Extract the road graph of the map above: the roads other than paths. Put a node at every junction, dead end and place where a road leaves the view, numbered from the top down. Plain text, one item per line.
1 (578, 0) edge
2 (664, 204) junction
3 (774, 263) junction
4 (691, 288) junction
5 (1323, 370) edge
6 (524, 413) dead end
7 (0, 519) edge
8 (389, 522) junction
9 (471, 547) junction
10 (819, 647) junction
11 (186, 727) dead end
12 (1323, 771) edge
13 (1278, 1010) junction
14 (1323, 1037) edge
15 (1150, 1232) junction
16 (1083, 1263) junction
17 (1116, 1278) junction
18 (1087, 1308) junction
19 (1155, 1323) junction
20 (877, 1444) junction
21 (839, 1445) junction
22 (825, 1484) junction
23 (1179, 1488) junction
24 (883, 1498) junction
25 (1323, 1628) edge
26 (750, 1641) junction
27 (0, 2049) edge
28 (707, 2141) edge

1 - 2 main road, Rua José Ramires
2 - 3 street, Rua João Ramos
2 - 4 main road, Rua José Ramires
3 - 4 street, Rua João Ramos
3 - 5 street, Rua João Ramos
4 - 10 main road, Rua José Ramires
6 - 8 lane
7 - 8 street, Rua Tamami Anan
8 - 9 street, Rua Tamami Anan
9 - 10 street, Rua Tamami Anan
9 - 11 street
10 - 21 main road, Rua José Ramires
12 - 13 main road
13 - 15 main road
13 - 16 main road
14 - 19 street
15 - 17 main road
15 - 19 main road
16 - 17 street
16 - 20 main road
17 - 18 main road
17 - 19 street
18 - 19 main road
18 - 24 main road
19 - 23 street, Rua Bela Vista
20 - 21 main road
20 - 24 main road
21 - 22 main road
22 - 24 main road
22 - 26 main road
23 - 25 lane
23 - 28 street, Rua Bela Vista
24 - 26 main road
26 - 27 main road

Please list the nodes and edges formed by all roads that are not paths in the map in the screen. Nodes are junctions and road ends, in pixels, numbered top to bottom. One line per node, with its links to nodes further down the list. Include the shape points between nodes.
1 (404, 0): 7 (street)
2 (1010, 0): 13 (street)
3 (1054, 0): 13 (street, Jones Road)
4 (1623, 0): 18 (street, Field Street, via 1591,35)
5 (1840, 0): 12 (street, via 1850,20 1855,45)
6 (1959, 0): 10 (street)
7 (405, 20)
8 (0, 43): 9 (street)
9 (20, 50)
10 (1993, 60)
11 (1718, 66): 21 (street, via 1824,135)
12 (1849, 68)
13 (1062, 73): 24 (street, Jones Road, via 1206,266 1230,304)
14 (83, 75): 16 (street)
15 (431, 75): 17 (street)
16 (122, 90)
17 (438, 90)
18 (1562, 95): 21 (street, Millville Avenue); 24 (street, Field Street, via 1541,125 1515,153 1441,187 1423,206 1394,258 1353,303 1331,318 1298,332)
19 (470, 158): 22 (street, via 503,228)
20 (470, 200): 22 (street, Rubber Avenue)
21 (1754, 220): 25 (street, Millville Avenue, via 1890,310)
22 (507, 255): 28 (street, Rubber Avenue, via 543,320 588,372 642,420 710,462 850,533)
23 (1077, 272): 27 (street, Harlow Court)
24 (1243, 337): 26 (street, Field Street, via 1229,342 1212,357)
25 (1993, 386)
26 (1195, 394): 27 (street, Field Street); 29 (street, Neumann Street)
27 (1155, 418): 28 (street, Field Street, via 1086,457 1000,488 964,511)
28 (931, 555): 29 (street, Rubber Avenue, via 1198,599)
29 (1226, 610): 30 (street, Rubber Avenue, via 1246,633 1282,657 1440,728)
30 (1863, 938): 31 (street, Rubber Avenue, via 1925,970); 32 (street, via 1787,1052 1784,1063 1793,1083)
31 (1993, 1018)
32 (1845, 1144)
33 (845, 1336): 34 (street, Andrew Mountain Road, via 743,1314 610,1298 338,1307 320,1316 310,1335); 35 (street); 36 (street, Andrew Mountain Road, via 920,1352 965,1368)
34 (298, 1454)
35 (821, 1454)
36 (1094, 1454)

- - -

*Exercise instructions:* Word for word, the whole listing should be given again.

*Written solution:*
Extract the road graph of the map above: the roads other than paths. Put a node at every junction, dead end and place where a road leaves the view, numbered from the top down. Plain text, one item per line.
1 (578, 0) edge
2 (664, 204) junction
3 (774, 263) junction
4 (691, 288) junction
5 (1323, 370) edge
6 (524, 413) dead end
7 (0, 519) edge
8 (389, 522) junction
9 (471, 547) junction
10 (819, 647) junction
11 (186, 727) dead end
12 (1323, 771) edge
13 (1278, 1010) junction
14 (1323, 1037) edge
15 (1150, 1232) junction
16 (1083, 1263) junction
17 (1116, 1278) junction
18 (1087, 1308) junction
19 (1155, 1323) junction
20 (877, 1444) junction
21 (839, 1445) junction
22 (825, 1484) junction
23 (1179, 1488) junction
24 (883, 1498) junction
25 (1323, 1628) edge
26 (750, 1641) junction
27 (0, 2049) edge
28 (707, 2141) edge

1 - 2 main road, Rua José Ramires
2 - 3 street, Rua João Ramos
2 - 4 main road, Rua José Ramires
3 - 4 street, Rua João Ramos
3 - 5 street, Rua João Ramos
4 - 10 main road, Rua José Ramires
6 - 8 lane
7 - 8 street, Rua Tamami Anan
8 - 9 street, Rua Tamami Anan
9 - 10 street, Rua Tamami Anan
9 - 11 street
10 - 21 main road, Rua José Ramires
12 - 13 main road
13 - 15 main road
13 - 16 main road
14 - 19 street
15 - 17 main road
15 - 19 main road
16 - 17 street
16 - 20 main road
17 - 18 main road
17 - 19 street
18 - 19 main road
18 - 24 main road
19 - 23 street, Rua Bela Vista
20 - 21 main road
20 - 24 main road
21 - 22 main road
22 - 24 main road
22 - 26 main road
23 - 25 lane
23 - 28 street, Rua Bela Vista
24 - 26 main road
26 - 27 main road

Please list the nodes and edges formed by all roads that are not paths in the map in the screen. Nodes are junctions and road ends, in pixels, numbered top to bottom. One line per node, with its links to nodes further down the list. Include the shape points between nodes.
1 (404, 0): 7 (street)
2 (1010, 0): 13 (street)
3 (1054, 0): 13 (street, Jones Road)
4 (1623, 0): 18 (street, Field Street, via 1591,35)
5 (1840, 0): 12 (street, via 1850,20 1855,45)
6 (1959, 0): 10 (street)
7 (405, 20)
8 (0, 43): 9 (street)
9 (20, 50)
10 (1993, 60)
11 (1718, 66): 21 (street, via 1824,135)
12 (1849, 68)
13 (1062, 73): 24 (street, Jones Road, via 1206,266 1230,304)
14 (83, 75): 16 (street)
15 (431, 75): 17 (street)
16 (122, 90)
17 (438, 90)
18 (1562, 95): 21 (street, Millville Avenue); 24 (street, Field Street, via 1541,125 1515,153 1441,187 1423,206 1394,258 1353,303 1331,318 1298,332)
19 (470, 158): 22 (street, via 503,228)
20 (470, 200): 22 (street, Rubber Avenue)
21 (1754, 220): 25 (street, Millville Avenue, via 1890,310)
22 (507, 255): 28 (street, Rubber Avenue, via 543,320 588,372 642,420 710,462 850,533)
23 (1077, 272): 27 (street, Harlow Court)
24 (1243, 337): 26 (street, Field Street, via 1229,342 1212,357)
25 (1993, 386)
26 (1195, 394): 27 (street, Field Street); 29 (street, Neumann Street)
27 (1155, 418): 28 (street, Field Street, via 1086,457 1000,488 964,511)
28 (931, 555): 29 (street, Rubber Avenue, via 1198,599)
29 (1226, 610): 30 (street, Rubber Avenue, via 1246,633 1282,657 1440,728)
30 (1863, 938): 31 (street, Rubber Avenue, via 1925,970); 32 (street, via 1787,1052 1784,1063 1793,1083)
31 (1993, 1018)
32 (1845, 1144)
33 (845, 1336): 34 (street, Andrew Mountain Road, via 743,1314 610,1298 338,1307 320,1316 310,1335); 35 (street); 36 (street, Andrew Mountain Road, via 920,1352 965,1368)
34 (298, 1454)
35 (821, 1454)
36 (1094, 1454)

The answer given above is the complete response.